== Excerpted records
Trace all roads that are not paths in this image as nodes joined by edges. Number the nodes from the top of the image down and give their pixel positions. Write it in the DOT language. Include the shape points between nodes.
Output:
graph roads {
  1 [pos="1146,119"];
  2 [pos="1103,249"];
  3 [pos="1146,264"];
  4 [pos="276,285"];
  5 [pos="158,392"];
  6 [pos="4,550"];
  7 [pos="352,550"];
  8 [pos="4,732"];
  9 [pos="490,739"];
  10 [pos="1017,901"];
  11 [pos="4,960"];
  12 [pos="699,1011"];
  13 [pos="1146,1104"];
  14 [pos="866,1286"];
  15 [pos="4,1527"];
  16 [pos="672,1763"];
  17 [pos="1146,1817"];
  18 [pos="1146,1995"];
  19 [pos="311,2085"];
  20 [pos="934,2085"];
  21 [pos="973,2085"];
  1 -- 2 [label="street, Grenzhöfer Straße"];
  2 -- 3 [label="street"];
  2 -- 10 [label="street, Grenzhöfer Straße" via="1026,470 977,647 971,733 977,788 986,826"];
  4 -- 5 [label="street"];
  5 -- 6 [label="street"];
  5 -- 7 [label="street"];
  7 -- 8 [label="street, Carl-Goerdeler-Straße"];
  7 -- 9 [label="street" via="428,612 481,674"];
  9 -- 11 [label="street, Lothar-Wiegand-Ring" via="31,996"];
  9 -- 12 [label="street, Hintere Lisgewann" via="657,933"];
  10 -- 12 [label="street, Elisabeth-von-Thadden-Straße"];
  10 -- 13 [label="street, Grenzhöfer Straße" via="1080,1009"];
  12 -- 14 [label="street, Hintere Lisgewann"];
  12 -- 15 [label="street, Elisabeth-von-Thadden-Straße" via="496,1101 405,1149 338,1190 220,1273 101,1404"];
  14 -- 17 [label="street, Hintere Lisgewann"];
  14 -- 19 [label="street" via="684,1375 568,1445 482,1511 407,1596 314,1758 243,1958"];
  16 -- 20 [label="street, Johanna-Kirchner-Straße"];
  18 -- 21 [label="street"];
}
====
▶ _What is required_
Where the word "Grenzhöfer" appears in a line of the listing, that line is counted once; give the total alone.

▶ _Solution to this exercise_
3